The old woodcuts of daring hunters and charging lions inspired me with unrest and longing--the longing to bid the farm farewell and start down the road for Africa.
Africa! What a picture it conjured up in my fancy! Then, as even now, it symbolized a world of adventurous possibilities; and in my boyhood fancy, it lay away off there--somewhere--vaguely--beyond mountains and deserts and oceans, a vast, mysterious, unknown land, that swarmed with inviting dangers and alluring romance.
One by one my other youthful ambitions have been laid away.

I have given up hope of ever being an Indian fighter out on the plains, because the pesky redskins have long since ceased to need my strong right arm to quell them.

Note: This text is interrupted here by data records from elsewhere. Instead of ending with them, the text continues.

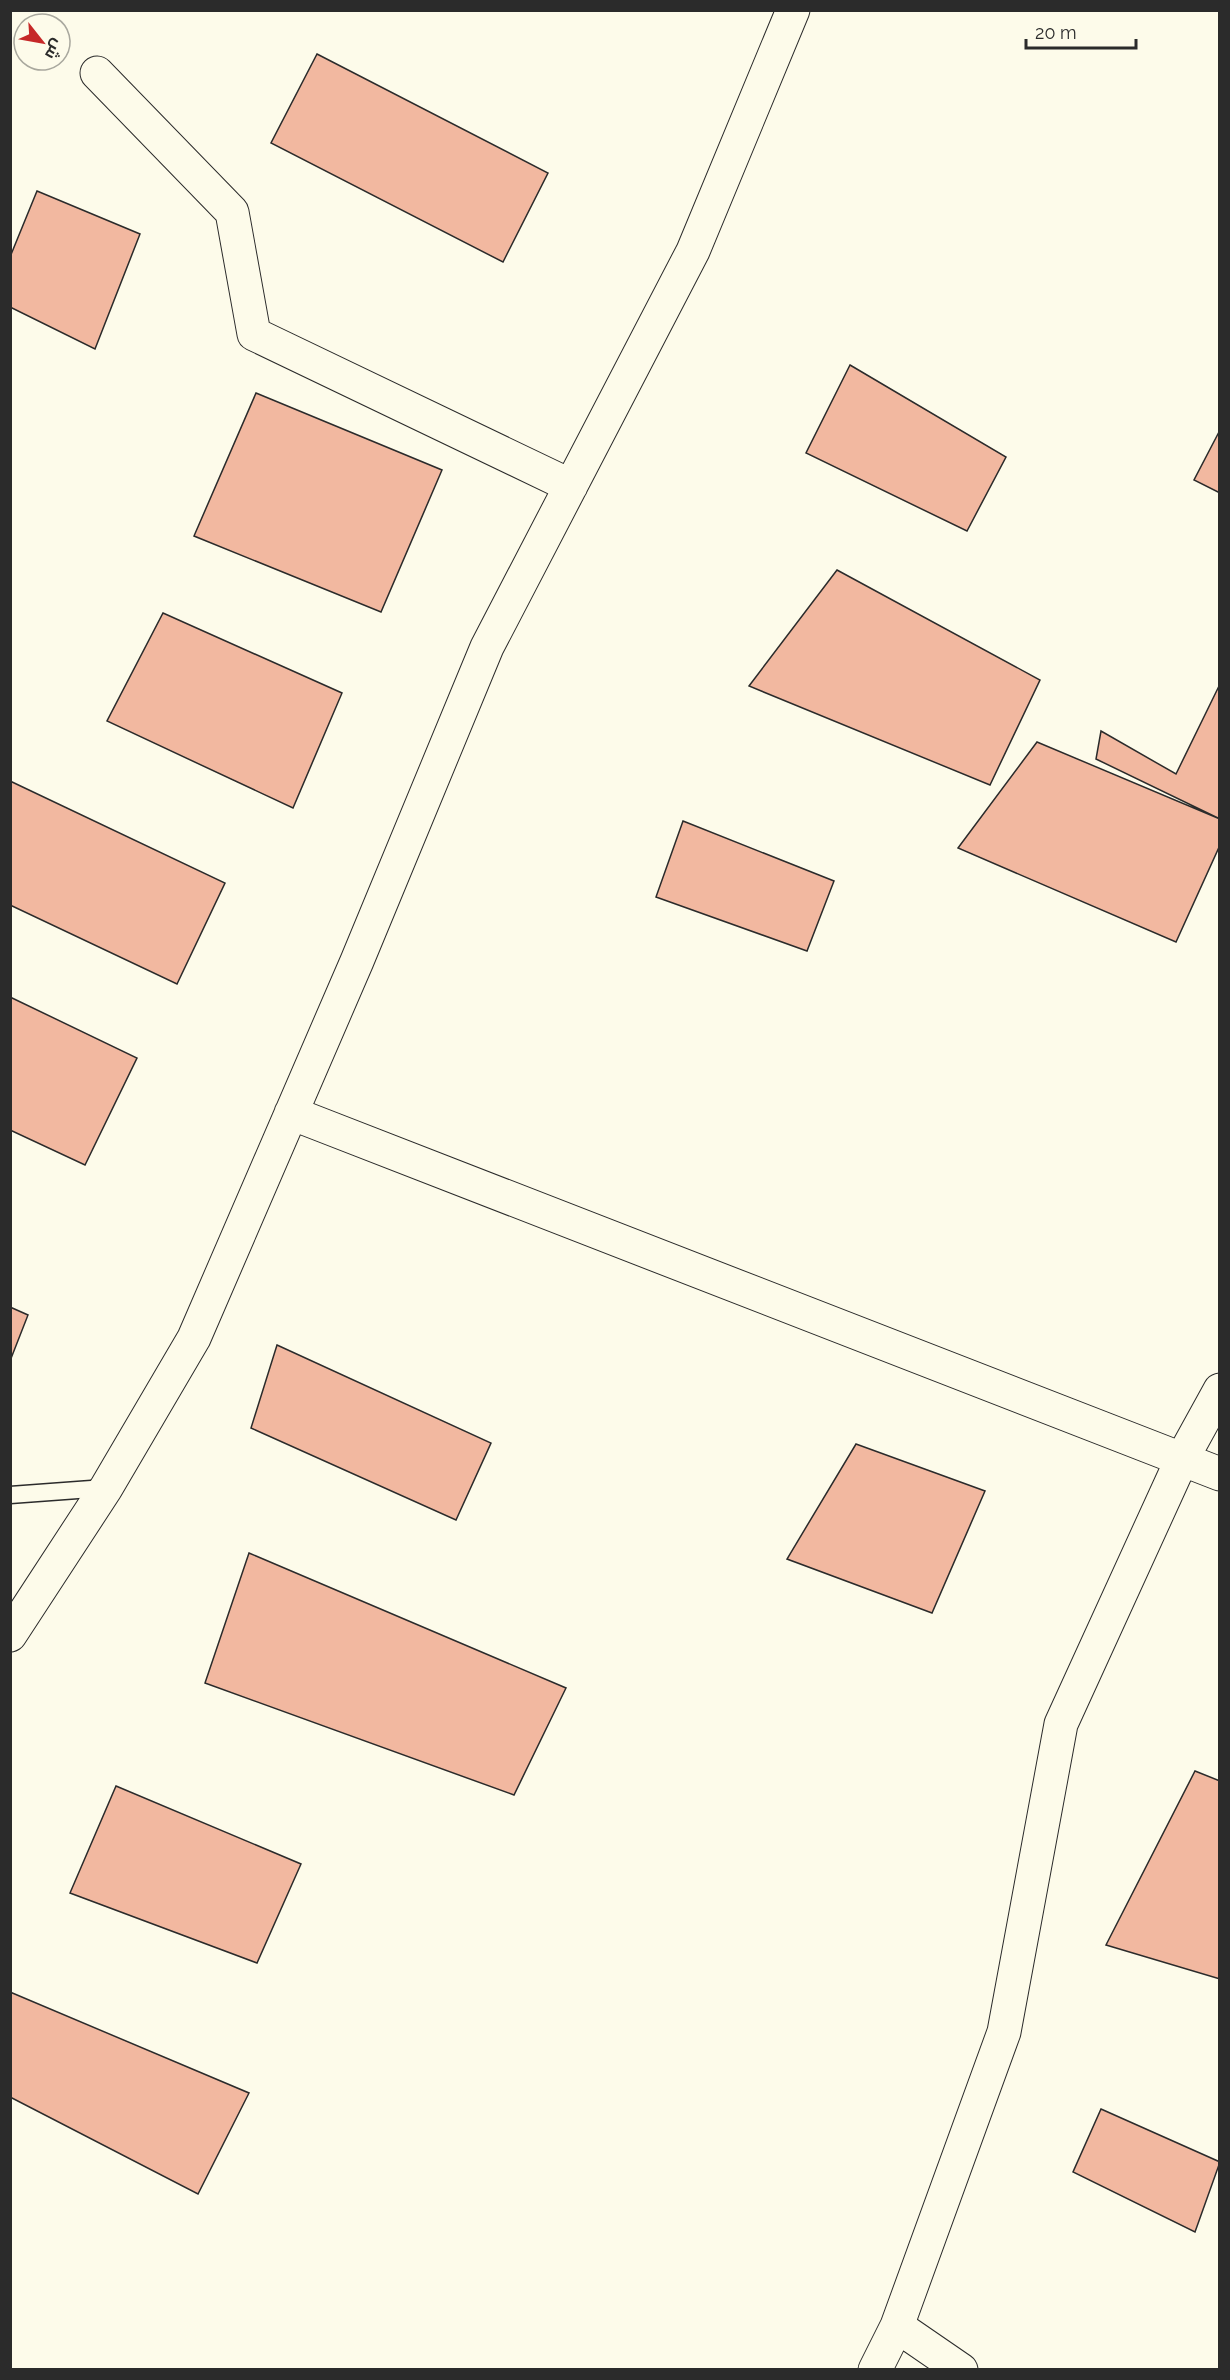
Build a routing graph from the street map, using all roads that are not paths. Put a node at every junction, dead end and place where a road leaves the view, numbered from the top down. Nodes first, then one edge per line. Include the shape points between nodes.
1 (794, 10) edge
2 (98, 73) dead end
3 (571, 486) junction
4 (291, 1113) junction
5 (1220, 1390) edge
6 (1182, 1459) junction
7 (1220, 1474) edge
8 (106, 1488) junction
9 (10, 1495) edge
10 (10, 1635) edge
11 (897, 2326) junction
12 (875, 2370) edge
13 (961, 2370) edge

1 - 3 street via 693,251
2 - 3 street via 232,212 254,334
3 - 4 street via 487,647
4 - 6 street
4 - 8 street via 194,1338
5 - 6 street
6 - 7 street
6 - 11 street via 1061,1724 1004,2032
8 - 9 lane
8 - 10 street
11 - 12 street
11 - 13 street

I also have yielded up my ambition to be a sailor, or rather, that branch of the profession in which I hoped to specialize--piracy--because, for some regretful reason, piracy has lost much of its charm in these days of great liners.

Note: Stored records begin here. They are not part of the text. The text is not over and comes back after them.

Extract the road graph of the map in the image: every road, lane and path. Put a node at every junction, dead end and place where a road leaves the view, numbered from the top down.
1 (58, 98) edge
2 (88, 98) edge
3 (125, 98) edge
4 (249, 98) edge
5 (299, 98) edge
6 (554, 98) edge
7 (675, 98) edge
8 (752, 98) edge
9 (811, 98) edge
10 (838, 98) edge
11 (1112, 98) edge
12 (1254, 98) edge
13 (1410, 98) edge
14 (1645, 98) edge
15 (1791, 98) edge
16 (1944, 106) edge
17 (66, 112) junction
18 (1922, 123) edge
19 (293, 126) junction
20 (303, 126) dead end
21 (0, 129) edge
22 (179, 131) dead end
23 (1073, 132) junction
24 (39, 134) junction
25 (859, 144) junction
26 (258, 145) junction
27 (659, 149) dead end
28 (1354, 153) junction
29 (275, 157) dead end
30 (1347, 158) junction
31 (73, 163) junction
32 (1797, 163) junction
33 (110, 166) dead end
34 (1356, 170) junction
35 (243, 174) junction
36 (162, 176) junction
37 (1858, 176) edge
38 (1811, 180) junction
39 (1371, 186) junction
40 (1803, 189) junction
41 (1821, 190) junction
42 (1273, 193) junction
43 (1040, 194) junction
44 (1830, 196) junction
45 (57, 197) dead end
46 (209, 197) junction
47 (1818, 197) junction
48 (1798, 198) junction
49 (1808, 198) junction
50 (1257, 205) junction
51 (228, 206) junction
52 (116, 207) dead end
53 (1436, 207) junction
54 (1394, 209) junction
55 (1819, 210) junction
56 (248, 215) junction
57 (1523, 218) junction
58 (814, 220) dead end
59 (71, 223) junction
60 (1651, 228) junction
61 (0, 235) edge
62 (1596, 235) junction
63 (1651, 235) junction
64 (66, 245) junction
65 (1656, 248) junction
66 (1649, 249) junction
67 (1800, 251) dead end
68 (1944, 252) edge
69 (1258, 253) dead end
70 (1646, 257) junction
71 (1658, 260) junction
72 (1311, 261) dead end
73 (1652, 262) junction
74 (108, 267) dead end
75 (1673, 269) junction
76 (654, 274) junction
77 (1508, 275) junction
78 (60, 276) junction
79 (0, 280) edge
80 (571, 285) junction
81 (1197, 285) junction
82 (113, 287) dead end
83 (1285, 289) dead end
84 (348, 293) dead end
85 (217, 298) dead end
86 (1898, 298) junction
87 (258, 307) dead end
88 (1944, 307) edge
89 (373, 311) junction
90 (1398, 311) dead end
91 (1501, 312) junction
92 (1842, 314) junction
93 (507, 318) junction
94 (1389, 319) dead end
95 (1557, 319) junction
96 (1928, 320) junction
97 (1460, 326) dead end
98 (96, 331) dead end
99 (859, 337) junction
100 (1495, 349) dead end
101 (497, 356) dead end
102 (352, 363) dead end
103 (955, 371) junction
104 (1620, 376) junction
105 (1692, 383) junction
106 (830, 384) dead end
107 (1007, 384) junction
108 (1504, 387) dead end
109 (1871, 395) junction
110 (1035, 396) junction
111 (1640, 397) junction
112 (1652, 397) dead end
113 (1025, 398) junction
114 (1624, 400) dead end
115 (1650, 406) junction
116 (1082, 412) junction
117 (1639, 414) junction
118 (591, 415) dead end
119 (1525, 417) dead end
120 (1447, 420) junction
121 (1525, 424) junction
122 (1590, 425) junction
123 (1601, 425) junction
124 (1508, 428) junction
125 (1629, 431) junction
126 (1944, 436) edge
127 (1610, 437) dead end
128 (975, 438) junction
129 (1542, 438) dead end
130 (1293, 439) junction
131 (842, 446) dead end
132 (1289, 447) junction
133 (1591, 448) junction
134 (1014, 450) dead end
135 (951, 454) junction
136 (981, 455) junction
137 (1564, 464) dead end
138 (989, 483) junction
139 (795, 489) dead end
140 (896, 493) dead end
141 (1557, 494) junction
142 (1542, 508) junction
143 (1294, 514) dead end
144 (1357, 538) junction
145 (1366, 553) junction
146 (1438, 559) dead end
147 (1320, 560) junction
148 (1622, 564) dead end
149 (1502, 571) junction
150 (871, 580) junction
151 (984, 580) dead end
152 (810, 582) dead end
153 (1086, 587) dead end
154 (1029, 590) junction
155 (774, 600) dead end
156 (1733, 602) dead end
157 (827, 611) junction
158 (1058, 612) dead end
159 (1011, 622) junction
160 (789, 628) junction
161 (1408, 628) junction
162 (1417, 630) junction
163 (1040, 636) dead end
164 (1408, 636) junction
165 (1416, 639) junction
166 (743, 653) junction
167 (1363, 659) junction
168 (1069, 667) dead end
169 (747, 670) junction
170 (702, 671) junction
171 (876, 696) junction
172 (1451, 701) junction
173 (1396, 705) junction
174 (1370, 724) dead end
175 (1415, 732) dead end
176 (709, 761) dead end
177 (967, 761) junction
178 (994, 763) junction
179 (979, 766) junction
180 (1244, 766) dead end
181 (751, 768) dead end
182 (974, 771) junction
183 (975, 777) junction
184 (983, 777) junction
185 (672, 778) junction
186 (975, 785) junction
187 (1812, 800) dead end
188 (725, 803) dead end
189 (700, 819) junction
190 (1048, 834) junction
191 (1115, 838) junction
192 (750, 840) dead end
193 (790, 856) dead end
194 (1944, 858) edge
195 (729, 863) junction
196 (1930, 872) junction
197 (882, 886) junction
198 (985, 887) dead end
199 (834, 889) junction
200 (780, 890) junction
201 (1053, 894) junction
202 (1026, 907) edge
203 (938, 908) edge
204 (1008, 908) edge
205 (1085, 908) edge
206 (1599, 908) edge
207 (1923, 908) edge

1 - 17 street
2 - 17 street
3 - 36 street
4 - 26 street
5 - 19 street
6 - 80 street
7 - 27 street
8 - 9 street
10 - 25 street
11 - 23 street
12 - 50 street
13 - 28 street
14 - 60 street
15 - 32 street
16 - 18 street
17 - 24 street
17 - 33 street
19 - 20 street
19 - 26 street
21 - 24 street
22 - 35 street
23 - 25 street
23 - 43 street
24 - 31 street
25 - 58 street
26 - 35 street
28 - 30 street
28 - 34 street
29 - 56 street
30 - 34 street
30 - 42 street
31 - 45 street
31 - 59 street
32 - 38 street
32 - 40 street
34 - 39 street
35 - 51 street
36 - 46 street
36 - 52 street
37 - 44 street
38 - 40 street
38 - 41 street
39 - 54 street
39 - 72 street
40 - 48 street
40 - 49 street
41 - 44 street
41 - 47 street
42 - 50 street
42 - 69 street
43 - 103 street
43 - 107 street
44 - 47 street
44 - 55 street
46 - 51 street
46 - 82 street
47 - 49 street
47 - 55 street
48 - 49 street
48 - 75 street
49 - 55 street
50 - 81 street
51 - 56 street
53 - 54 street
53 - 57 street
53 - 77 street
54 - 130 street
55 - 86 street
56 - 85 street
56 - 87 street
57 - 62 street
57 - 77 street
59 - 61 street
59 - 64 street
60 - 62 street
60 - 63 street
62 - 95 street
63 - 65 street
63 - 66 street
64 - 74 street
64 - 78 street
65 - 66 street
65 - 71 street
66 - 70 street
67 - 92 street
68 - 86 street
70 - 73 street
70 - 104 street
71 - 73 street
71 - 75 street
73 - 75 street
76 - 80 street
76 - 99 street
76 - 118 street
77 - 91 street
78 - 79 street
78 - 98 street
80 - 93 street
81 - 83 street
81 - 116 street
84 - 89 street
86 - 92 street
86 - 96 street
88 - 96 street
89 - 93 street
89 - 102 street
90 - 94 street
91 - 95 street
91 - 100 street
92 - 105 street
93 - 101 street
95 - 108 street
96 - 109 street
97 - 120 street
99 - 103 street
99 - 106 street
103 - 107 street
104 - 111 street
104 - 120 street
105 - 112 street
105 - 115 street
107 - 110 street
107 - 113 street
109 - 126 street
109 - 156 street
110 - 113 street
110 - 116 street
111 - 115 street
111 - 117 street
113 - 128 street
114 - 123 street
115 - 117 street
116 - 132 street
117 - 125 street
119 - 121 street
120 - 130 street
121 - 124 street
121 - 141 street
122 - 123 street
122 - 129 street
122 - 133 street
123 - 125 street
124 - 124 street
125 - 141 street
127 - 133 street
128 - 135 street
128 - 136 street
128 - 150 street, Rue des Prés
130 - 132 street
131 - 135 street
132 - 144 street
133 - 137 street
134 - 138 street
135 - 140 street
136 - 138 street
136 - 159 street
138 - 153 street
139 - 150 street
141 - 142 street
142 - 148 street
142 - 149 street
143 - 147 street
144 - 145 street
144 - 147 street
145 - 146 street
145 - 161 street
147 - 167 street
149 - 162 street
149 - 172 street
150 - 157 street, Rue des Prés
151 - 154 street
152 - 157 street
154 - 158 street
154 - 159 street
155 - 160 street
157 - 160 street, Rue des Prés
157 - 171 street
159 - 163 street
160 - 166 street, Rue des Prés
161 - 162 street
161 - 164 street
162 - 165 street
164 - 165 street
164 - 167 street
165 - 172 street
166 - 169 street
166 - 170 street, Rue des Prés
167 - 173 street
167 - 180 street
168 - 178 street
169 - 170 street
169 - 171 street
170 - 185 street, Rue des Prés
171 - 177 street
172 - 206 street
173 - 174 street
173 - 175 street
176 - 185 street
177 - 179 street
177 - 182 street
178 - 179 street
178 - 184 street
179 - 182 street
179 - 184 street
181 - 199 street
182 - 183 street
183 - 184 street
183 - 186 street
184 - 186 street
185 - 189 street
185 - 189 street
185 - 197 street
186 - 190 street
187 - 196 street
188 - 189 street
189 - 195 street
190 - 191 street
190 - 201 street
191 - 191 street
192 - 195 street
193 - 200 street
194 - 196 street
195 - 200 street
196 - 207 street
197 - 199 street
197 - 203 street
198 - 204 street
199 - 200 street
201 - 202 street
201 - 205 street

There is no treasure to search for any more, and the golden age of the splendid clipper ships, with their immense spread of canvas, has given way to the unromantic age of the grimy steamer, about which there is so little to appeal to the imagination.

Consequently, lion hunting is about the only thing left--except wars, and they are few and far between.
And so, after suffering this "lion-hunting" ambition to lie fallow for many years, I at last reached a day when it seemed possible to realize it.